The shadow of a black hole is both its most mysterious and informative feature. "That dark spot tells us about the size of the black hole, the shape of the space-time around it, and how matter falls into the black hole near its horizon," said co-author Zoltan Haiman, a physics professor at Columbia.
Black hole shadows may also hold the secret to the true nature of gravity, one of the fundamental forces of our universe. Einstein's theory of gravity, known as general relativity, predicts the size of black holes. Physicists, therefore, have sought them out to test alternative theories of gravity in an effort to reconcile two competing ideas of how nature works: Einstein's general relativity, which explains large scale phenomena like orbiting planets and the expanding universe, and quantum physics, which explains how tiny particles like electrons and photons can occupy multiple states at once.

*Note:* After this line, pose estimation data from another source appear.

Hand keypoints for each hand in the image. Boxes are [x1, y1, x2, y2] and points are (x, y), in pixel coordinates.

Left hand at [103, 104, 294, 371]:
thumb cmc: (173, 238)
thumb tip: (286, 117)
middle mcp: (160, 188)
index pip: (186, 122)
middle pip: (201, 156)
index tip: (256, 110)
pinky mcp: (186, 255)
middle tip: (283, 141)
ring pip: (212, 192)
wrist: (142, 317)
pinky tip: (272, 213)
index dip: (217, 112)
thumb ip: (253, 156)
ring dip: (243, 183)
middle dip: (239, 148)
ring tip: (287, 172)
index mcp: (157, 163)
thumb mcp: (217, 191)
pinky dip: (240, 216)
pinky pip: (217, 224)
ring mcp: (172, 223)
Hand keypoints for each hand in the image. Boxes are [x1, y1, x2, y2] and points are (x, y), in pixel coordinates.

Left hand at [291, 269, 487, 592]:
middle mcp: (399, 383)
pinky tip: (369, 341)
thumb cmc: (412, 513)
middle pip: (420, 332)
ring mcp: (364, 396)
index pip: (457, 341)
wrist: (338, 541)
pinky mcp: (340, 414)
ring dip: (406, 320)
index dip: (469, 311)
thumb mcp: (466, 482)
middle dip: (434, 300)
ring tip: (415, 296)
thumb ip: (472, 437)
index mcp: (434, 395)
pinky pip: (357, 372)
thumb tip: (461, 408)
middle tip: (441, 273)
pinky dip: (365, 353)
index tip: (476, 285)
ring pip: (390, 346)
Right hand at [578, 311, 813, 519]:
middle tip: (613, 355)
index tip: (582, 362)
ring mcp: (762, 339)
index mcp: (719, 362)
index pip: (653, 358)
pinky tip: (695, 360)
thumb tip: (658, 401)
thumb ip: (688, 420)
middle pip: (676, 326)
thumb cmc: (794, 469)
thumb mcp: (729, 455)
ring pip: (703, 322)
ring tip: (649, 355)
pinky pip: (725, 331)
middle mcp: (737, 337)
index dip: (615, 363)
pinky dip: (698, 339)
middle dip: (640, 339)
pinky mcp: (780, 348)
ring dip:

The researchers became interested in flaring supermassive black holes after spotting a suspected pair of supermassive black holes at the center of a far-off galaxy in the early universe. NASA's planet-hunting Kepler space telescope was scanning for the tiny dips in brightness corresponding to a planet passing in front of its host star. Instead, Kepler ended up detecting the flares of what Haiman and his colleagues claim are a pair of merging black holes.
They named the distant galaxy "Spikey" for the spikes in brightness triggered by its suspected black holes magnifying each other on each full rotation via the lensing effect. To learn more about the flare, Haiman built a model with his postdoc, Davelaar.
They were confused, however, when their simulated pair of black holes produced an unexpected, but periodic, dip in brightness each time one orbited in front of the other. At first, they thought it was a coding mistake. But further checking led them to trust the signal.
As they looked for a physical mechanism to explain it, they realized that each dip in brightness closely matched the time it took for the black hole closest to the viewer to pass in front of the shadow of the black hole in back.
The researchers are currently looking for other telescope data to try and confirm the dip they saw in the Kepler data to verify that Spikey is, in fact, harboring a pair of merging black holes. If it all checks out, the technique could be applied to a handful of other suspected pairs of merging supermassive black holes among the 150 or so that have been spotted so far and are awaiting confirmation.
As more powerful telescopes come online in the coming years, other opportunities may arise. The Vera Rubin Observatory, set to open this year, has its sights on more than 100 million supermassive black holes. Further black hole scouting will be possible when NASA's gravitational wave detector, LISA, is launched into space in 2030.